[
https://issues.apache.org/jira/browse/OPENNLP-238?page=com.atlassian.jira.plugin.system.issuetabpanels:comment-tabpanel&focusedCommentId=13072854#comment-13072854
]
William Colen commented on OPENNLP-238:
---------------------------------------
I verified and the tagset of the corpus and of the dictionary are the same. But
I could find some issues:
- the training data is small (4k sentences);
- the tagset is big: over than 200 tags
- the corpus annotation can combine different tags and it would be difficult to
add that to the dictionary, only if I create the dictionary from the corpus,
but don't know if it is a good idea.
examples of combinations:
- when there is a noun (n) used as adjective (adj) the annotation is "n-adj"
and I don't that in the dictionary
- sometimes the corpus is not clear if something is singular (S) or plural (P)
according to the context, and the person/computer who annotated the corpus
added the tag S/P - I also don't have it in the dictionary.
- the same we have for person: we have 0/1/3 when it couldn't decide according
to the corpus or the word morphology the person of a verb.

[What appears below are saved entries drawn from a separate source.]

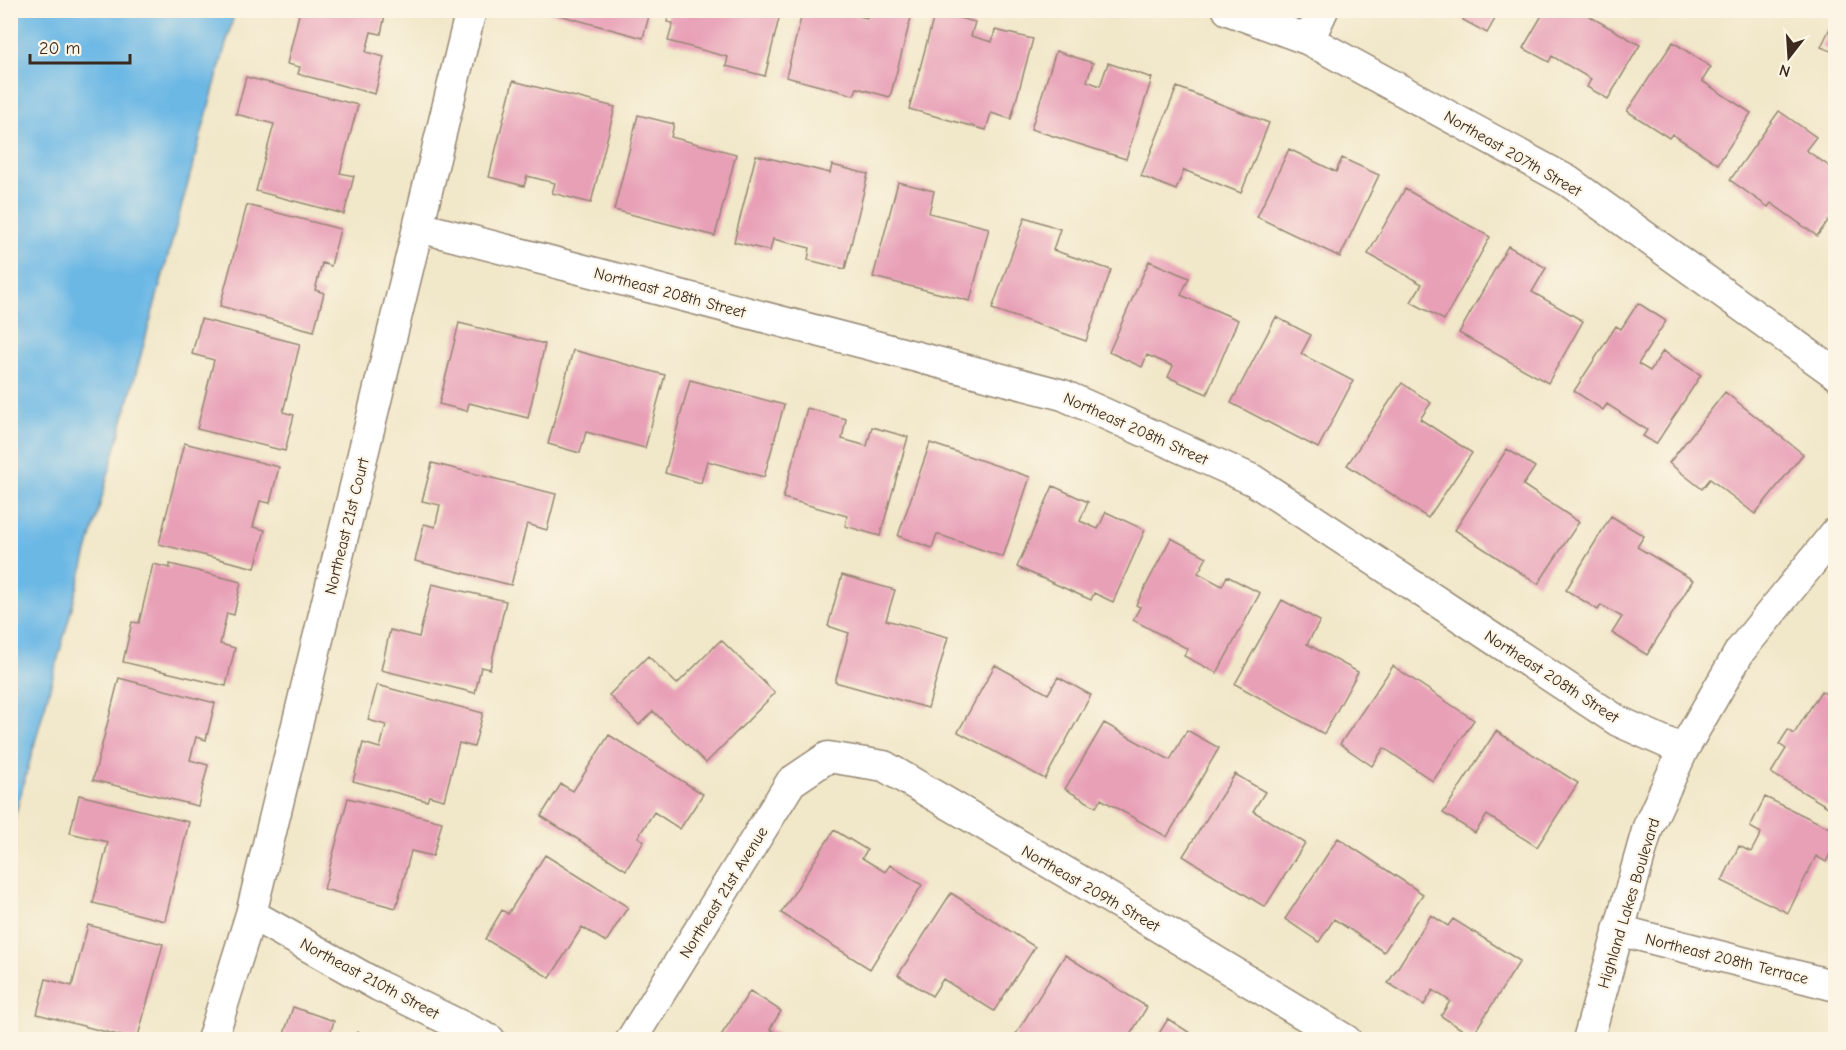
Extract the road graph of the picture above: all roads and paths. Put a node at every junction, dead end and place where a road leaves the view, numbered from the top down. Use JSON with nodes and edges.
{"nodes":[{"id":1,"x":471,"y":10,"type":"edge"},
{"id":2,"x":1228,"y":10,"type":"edge"},
{"id":3,"x":1323,"y":10,"type":"edge"},
{"id":4,"x":1309,"y":40,"type":"junction"},
{"id":5,"x":419,"y":227,"type":"junction"},
{"id":6,"x":1836,"y":374,"type":"edge"},
{"id":7,"x":1836,"y":532,"type":"edge"},
{"id":8,"x":1683,"y":750,"type":"junction"},
{"id":9,"x":828,"y":757,"type":"joint"},
{"id":10,"x":251,"y":914,"type":"junction"},
{"id":11,"x":1618,"y":930,"type":"junction"},
{"id":12,"x":1836,"y":986,"type":"edge"},
{"id":13,"x":212,"y":1040,"type":"edge"},
{"id":14,"x":490,"y":1040,"type":"edge"},
{"id":15,"x":631,"y":1040,"type":"edge"},
{"id":16,"x":1346,"y":1040,"type":"edge"},
{"id":17,"x":1588,"y":1040,"type":"edge"}],
"edges":[{"from":1,"to":5,"type":"street","name":"Northeast 21st Court"},
{"from":2,"to":4,"type":"street","name":"Northeast 207th Street"},
{"from":3,"to":4,"type":"street"},
{"from":4,"to":6,"type":"street","name":"Northeast 207th Street"},
{"from":5,"to":8,"type":"street","name":"Northeast 208th Street"},
{"from":5,"to":10,"type":"street","name":"Northeast 21st Court"},
{"from":7,"to":8,"type":"street","name":"Highland Lakes Boulevard"},
{"from":8,"to":11,"type":"street","name":"Highland Lakes Boulevard"},
{"from":9,"to":15,"type":"street","name":"Northeast 21st Avenue"},
{"from":9,"to":16,"type":"street","name":"Northeast 209th Street"},
{"from":10,"to":13,"type":"street","name":"Northeast 21st Court"},
{"from":10,"to":14,"type":"street","name":"Northeast 210th Street"},
{"from":11,"to":12,"type":"street","name":"Northeast 208th Terrace"},
{"from":11,"to":17,"type":"street","name":"Highland Lakes Boulevard"}]}
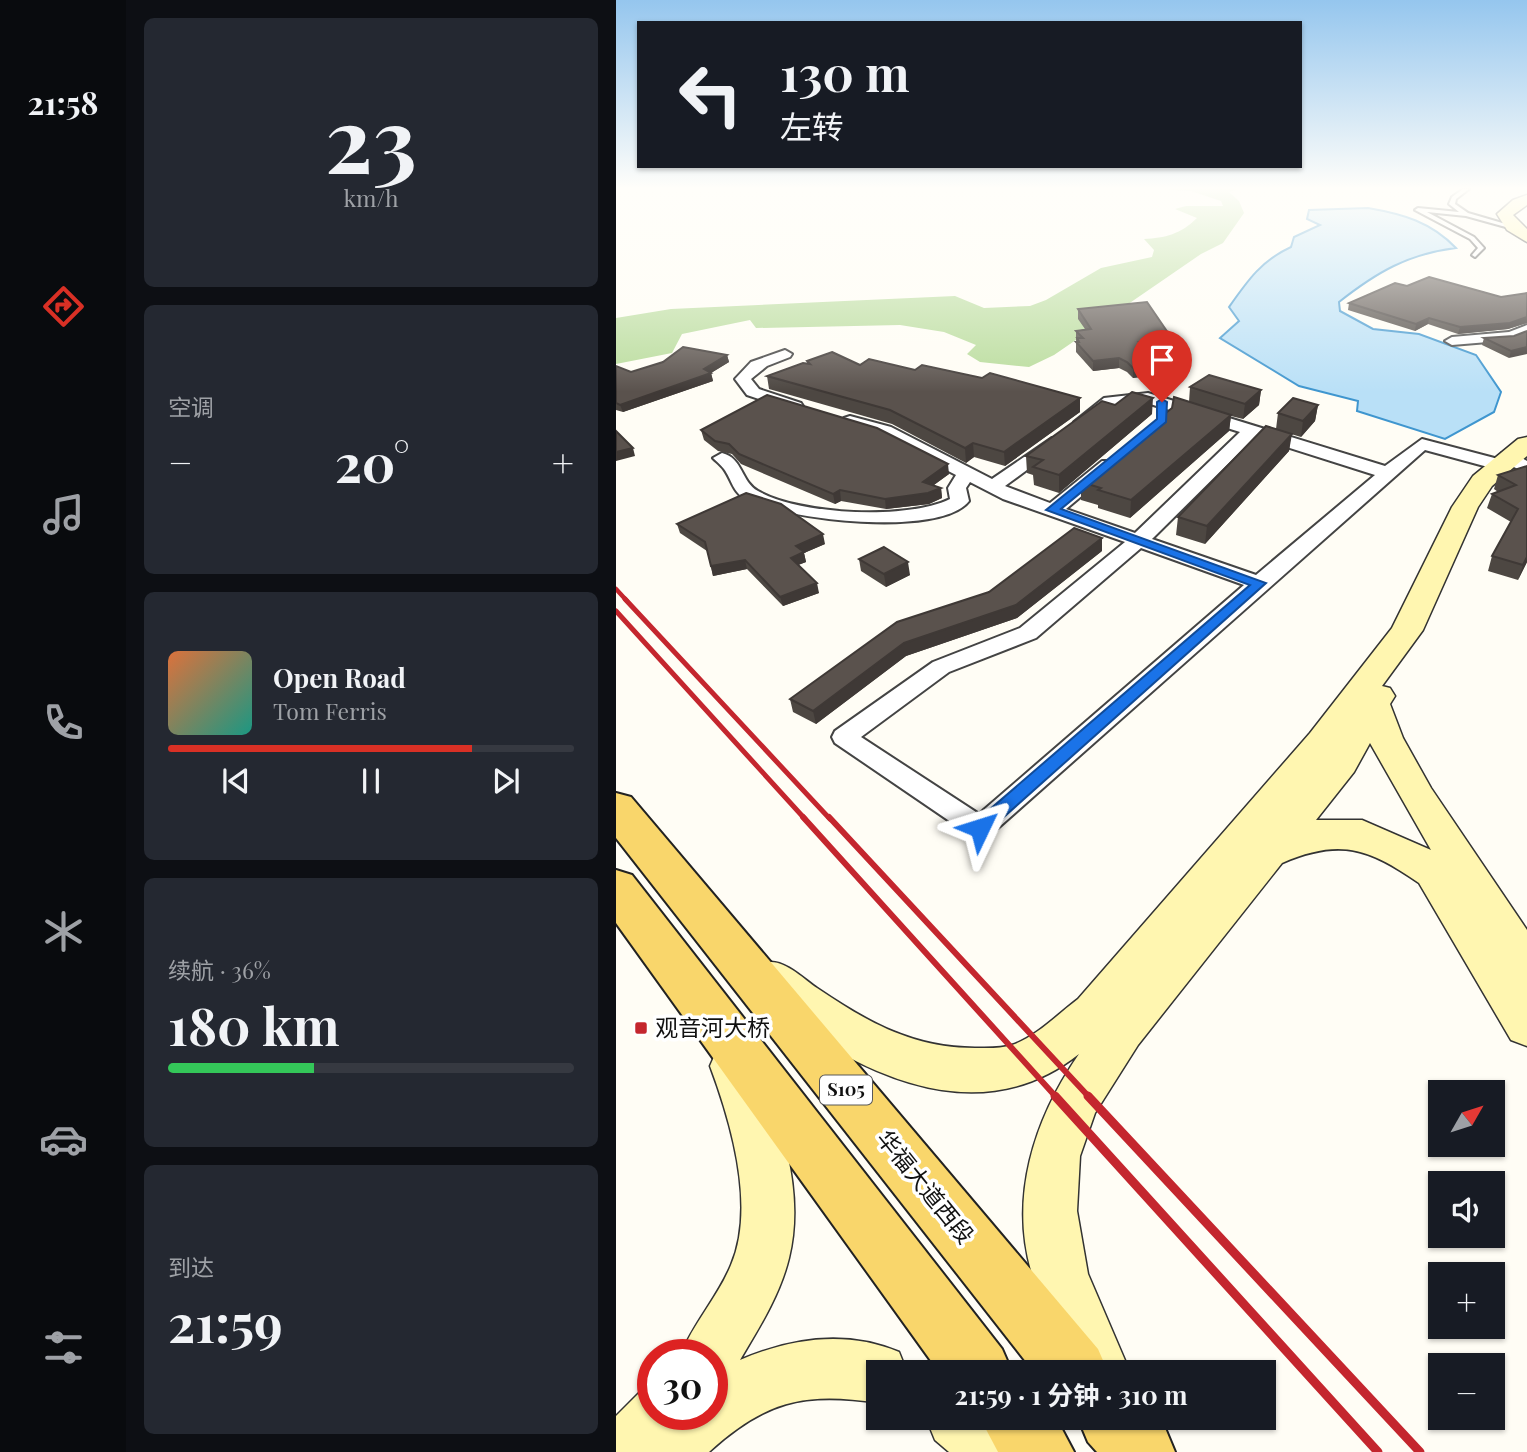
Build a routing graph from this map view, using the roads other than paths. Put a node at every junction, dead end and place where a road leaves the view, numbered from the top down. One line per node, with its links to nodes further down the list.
1 (1527, 329): 2 (street)
2 (1452, 341)
3 (785, 354): 4 (street)
4 (812, 410)
5 (836, 417): 10 (street)
6 (1252, 430): 11 (street); 12 (street); 14 (street)
7 (1122, 453): 13 (street)
8 (722, 458): 10 (street)
9 (1515, 458): 11 (street); 16 (main road)
10 (966, 473): 12 (street)
11 (1388, 473): 15 (street)
12 (992, 486): 13 (street)
13 (1052, 510): 14 (street)
14 (1138, 541): 15 (street); 15 (street)
15 (1259, 583)
16 (1407, 630): 17 (main road); 21 (main road)
17 (1373, 704): 19 (main road); 22 (main road)
18 (616, 808): 21 (main road, 华福大道西段 / S105)
19 (1268, 852): 24 (main road); 28 (main road)
20 (616, 888): 23 (main road)
21 (739, 958): 27 (main road, 华福大道西段 / S105)
22 (1527, 966)
23 (717, 1024): 25 (main road); 26 (main road)
24 (1527, 1025)
25 (719, 1339)
26 (970, 1360)
27 (1065, 1360)
28 (1095, 1360)
29 (866, 1371): 30 (main road)
30 (728, 1396)
31 (646, 1430): 35 (main road)
32 (687, 1430): 36 (main road)
33 (971, 1430): 37 (main road)
34 (1023, 1430): 38 (main road)
35 (624, 1452)
36 (662, 1452)
37 (997, 1452)
38 (1040, 1452)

What I'm trying to do is to define my own sequence validator that can handle
these cases.
> BestSequence method in BeamSearch can cause NullPointerException if it can
> not find a valid sequence
> ----------------------------------------------------------------------------------------------------
>
> Key: OPENNLP-238
> URL: https://issues.apache.org/jira/browse/OPENNLP-238
> Project: OpenNLP
> Issue Type: Bug
> Components: POS Tagger
> Affects Versions: tools-1.5.2-incubating
> Reporter: William Colen
> Assignee: William Colen
> Fix For: tools-1.5.2-incubating
>
>
> I am using the standard sequence validator of POS Tagger with a
> TagDictionary. Sometimes there are no outcome that matches with the tags in
> the dictionary. That is causing a NullPointerException in bestSequence method.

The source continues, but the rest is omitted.